TASK » Leave the images aside and repeat the whole listing exactly.

※

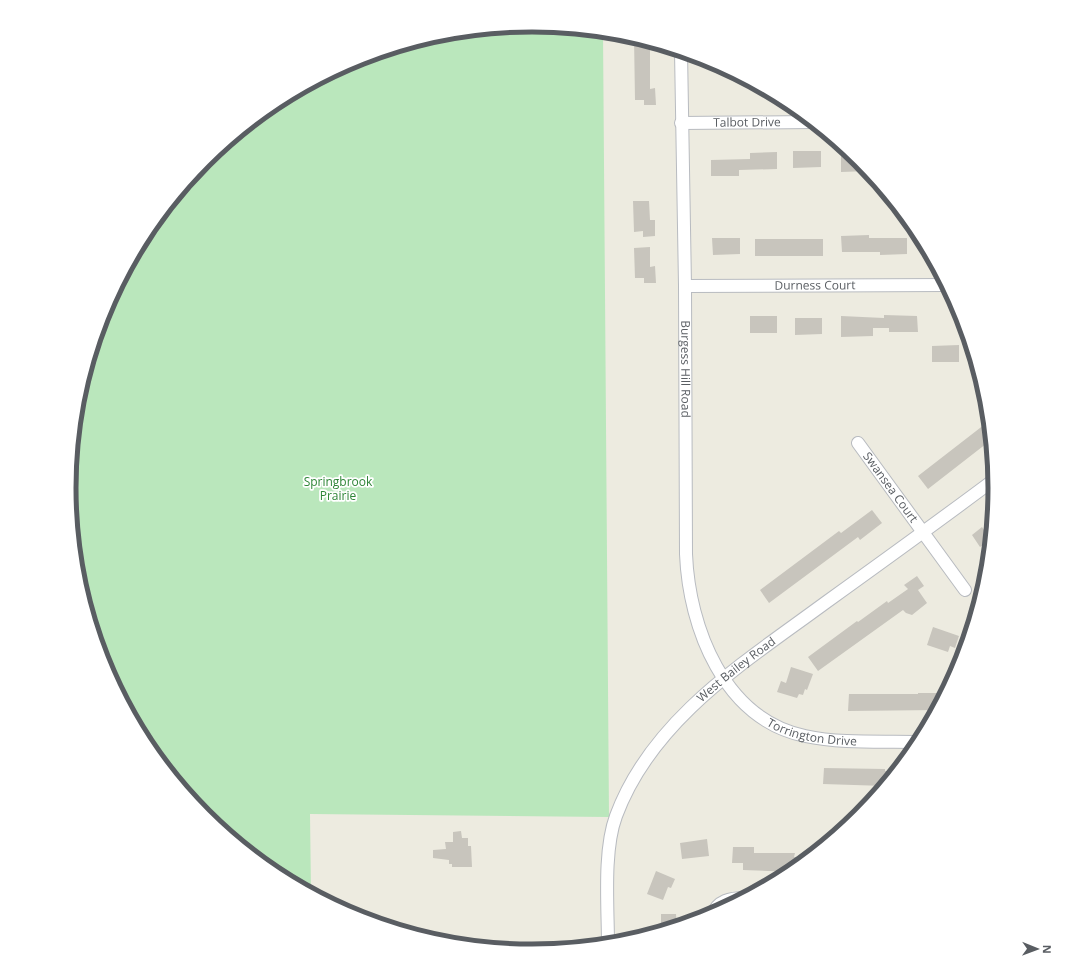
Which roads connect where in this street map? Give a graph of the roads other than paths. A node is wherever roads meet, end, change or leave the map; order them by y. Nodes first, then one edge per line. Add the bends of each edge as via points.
1 (681, 57) edge
2 (804, 122) edge
3 (681, 123) junction
4 (941, 285) edge
5 (685, 286) junction
6 (858, 443) dead end
7 (989, 483) edge
8 (922, 532) junction
9 (965, 590) dead end
10 (724, 679) junction
11 (912, 742) edge
12 (730, 900) edge
13 (719, 905) edge
14 (608, 938) edge

1 - 3 street, Burgess Hill Road
2 - 3 street, Talbot Drive
3 - 5 street, Burgess Hill Road
4 - 5 street, Durness Court
5 - 10 street, Burgess Hill Road via 687,577 690,598 701,634
6 - 8 street, Swansea Court
7 - 8 street, West Bailey Road
8 - 9 street, Swansea Court
8 - 10 street, West Bailey Road
10 - 11 street, Torrington Drive via 753,711 771,723 794,733 827,739
10 - 14 street, West Bailey Road via 697,700 663,736 633,779 624,797 609,838
12 - 13 street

※

TASK ANSWER »
Which roads connect where in this street map? Give a graph of the roads other than paths. A node is wherever roads meet, end, change or leave the map; order them by y. Nodes first, then one edge per line. Add the bends of each edge as via points.
1 (681, 57) edge
2 (804, 122) edge
3 (681, 123) junction
4 (941, 285) edge
5 (685, 286) junction
6 (858, 443) dead end
7 (989, 483) edge
8 (922, 532) junction
9 (965, 590) dead end
10 (724, 679) junction
11 (912, 742) edge
12 (730, 900) edge
13 (719, 905) edge
14 (608, 938) edge

1 - 3 street, Burgess Hill Road
2 - 3 street, Talbot Drive
3 - 5 street, Burgess Hill Road
4 - 5 street, Durness Court
5 - 10 street, Burgess Hill Road via 687,577 690,598 701,634
6 - 8 street, Swansea Court
7 - 8 street, West Bailey Road
8 - 9 street, Swansea Court
8 - 10 street, West Bailey Road
10 - 11 street, Torrington Drive via 753,711 771,723 794,733 827,739
10 - 14 street, West Bailey Road via 697,700 663,736 633,779 624,797 609,838
12 - 13 street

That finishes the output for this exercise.